Viel Spaß beim Lesen und Ausprobieren! Über Bilder Ihrer Ergebnisse freut sich die Netzwerk Fotografie Community in ihren Bilderforen.
FRAGE AN DOC BAUMANN: Es geht um die Spiegelung in der Seitenscheibe des Straßenbahnwagens, den unser Verein restauriert hat; diesen Bildfehler bekomme ich nicht in den Griff. Können Sie mir vielleicht helfen?

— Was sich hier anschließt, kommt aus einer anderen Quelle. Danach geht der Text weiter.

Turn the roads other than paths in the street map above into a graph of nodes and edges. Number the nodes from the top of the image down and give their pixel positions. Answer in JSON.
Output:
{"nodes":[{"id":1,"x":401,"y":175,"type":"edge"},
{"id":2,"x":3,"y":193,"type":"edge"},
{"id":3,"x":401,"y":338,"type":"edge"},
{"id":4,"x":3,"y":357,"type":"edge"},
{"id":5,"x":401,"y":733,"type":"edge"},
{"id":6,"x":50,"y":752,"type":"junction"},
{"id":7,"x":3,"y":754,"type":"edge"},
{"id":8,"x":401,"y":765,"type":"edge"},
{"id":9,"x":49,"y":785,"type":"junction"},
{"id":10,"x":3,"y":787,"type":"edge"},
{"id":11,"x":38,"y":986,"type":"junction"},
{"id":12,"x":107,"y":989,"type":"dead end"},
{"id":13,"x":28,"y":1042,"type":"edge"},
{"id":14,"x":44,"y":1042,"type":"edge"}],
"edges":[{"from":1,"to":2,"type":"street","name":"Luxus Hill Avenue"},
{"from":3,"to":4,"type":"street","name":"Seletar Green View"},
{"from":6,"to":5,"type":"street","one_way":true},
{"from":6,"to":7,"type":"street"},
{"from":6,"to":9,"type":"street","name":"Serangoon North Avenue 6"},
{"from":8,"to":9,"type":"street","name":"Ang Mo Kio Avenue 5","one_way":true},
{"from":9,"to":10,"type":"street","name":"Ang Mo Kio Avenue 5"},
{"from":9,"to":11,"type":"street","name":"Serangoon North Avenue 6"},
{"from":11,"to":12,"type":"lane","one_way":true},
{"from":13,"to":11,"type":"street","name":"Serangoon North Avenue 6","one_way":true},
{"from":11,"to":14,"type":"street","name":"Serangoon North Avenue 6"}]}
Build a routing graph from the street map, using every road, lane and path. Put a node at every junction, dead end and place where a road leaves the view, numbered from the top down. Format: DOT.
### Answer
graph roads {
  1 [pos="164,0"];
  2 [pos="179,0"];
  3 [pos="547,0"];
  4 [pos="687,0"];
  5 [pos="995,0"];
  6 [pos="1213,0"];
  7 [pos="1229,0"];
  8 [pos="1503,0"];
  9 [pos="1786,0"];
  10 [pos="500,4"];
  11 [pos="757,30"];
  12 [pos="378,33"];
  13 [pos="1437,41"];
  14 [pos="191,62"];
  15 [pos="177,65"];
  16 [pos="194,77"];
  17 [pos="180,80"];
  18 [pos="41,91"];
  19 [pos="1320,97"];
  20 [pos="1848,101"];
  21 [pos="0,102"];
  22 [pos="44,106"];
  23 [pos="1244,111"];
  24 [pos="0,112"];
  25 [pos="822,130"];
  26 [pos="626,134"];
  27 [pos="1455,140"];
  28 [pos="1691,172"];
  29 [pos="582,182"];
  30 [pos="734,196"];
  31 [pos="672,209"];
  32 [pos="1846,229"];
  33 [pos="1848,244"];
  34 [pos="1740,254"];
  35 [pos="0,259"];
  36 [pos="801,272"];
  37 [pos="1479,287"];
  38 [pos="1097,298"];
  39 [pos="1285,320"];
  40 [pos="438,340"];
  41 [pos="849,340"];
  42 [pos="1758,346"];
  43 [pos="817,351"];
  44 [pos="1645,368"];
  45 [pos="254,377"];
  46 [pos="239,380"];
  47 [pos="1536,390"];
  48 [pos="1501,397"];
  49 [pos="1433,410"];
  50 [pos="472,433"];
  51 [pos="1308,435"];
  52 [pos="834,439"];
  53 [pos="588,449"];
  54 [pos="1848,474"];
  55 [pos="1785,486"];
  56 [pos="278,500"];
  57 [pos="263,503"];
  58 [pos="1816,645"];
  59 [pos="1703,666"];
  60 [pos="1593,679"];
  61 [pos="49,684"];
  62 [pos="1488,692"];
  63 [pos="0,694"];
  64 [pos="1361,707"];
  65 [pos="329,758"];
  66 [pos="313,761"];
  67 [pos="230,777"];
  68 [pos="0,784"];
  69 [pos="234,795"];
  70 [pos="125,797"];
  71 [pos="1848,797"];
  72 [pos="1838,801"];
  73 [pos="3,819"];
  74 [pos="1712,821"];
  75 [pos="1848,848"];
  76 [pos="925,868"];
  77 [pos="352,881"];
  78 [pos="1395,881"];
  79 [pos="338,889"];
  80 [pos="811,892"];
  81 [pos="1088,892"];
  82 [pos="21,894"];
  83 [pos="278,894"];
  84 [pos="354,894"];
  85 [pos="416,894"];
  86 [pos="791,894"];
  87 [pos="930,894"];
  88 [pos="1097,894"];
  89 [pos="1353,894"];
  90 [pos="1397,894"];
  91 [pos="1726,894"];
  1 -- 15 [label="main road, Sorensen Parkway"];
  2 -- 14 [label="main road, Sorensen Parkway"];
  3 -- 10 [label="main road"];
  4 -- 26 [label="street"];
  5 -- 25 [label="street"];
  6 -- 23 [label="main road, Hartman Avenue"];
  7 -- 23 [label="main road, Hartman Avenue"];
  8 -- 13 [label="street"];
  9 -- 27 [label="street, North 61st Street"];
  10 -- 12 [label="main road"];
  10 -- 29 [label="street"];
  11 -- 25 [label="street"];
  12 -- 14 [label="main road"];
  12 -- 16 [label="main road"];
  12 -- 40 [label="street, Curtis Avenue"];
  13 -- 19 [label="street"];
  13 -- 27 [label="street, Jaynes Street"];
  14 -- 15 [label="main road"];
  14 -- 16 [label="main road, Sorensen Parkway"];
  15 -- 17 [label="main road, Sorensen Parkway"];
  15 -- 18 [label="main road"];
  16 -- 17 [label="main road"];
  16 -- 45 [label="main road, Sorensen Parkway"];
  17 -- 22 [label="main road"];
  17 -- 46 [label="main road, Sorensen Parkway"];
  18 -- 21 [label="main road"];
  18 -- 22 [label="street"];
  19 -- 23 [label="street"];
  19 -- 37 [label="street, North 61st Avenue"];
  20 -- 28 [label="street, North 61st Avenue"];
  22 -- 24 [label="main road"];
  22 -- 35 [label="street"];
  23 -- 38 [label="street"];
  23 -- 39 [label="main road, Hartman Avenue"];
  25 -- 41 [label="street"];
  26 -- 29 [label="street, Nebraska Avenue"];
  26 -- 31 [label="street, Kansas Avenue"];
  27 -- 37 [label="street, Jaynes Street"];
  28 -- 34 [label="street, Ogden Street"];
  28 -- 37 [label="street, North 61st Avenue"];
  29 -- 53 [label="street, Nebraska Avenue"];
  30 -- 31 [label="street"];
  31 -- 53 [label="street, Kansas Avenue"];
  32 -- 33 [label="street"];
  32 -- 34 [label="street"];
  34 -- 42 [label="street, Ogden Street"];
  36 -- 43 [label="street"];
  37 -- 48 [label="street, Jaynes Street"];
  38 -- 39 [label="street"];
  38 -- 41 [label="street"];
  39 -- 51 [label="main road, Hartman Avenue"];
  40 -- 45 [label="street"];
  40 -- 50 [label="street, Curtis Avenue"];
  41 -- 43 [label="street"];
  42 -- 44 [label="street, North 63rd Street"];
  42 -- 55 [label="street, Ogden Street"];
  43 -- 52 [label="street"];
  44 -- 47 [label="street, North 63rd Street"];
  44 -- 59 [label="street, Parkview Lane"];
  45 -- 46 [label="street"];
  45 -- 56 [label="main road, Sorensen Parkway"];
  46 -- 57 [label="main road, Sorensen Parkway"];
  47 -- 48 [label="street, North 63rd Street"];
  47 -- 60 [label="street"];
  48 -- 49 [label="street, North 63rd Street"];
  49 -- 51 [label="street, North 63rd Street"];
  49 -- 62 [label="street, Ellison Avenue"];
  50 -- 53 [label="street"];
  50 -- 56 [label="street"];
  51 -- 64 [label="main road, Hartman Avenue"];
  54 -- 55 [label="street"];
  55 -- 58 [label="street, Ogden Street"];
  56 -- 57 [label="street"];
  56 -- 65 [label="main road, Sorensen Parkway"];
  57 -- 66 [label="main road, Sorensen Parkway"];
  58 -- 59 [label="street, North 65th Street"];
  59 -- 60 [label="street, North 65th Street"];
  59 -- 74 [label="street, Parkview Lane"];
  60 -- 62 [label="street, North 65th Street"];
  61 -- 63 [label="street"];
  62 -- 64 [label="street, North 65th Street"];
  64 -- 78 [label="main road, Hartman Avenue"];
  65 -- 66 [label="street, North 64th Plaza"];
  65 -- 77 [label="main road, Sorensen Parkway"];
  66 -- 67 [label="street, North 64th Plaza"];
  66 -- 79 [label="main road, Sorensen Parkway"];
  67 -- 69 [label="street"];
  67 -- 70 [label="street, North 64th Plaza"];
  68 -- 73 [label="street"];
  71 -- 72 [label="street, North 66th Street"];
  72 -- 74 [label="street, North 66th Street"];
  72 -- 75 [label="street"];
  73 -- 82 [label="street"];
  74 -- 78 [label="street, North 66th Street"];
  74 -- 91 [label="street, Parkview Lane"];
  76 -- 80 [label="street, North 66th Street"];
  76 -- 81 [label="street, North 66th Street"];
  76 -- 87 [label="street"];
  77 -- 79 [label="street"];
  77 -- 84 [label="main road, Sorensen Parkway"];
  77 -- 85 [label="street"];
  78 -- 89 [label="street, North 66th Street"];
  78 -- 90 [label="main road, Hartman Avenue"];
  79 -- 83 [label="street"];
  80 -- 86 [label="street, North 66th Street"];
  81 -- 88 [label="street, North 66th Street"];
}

ANTWORT VON DOC BAUMANN: Eine einfache Lösung gibt es für dieses Retuscheproblem in der Tat nicht. Hier muss man schon einige Werkzeuge und Techniken miteinander kombinieren, um zu einem befriedigenden Ergebnis zu kommen.
Betrachten wir zunächst das kritische Ausgangsfoto (1 und 2): Die »Störungen«
im Falle der jungen Frau resultieren zum einen aus Tropfen auf der Glasscheibe, zum anderen aus hellen Stellen des gespiegelten Himmels zwischen den Ästen der Bäume. Dagegen sind die unerwünschten Bereiche im Gesicht des Bahnfahrers helle, horizontale Streifen, die sein ganzes Gesicht überlagern. Daraus folgt, dass die eher kleinen Störungen über dem Frauengesicht vor allem mit dem BEREICHSREPARATUR-Pinsel angegangen werden können, da es sich um Flecke handelt, die meist von größeren Bereichen ungestörter Gesichtshaut umgeben sind. Die Anwendung desselben Werkzeugs würde bei dem Männergesicht dagegen zu keinem brauchbaren Resultat führen, weil das Tool immer auch benachbarte Pixelbereiche einbezöge, die zur Störung gehören.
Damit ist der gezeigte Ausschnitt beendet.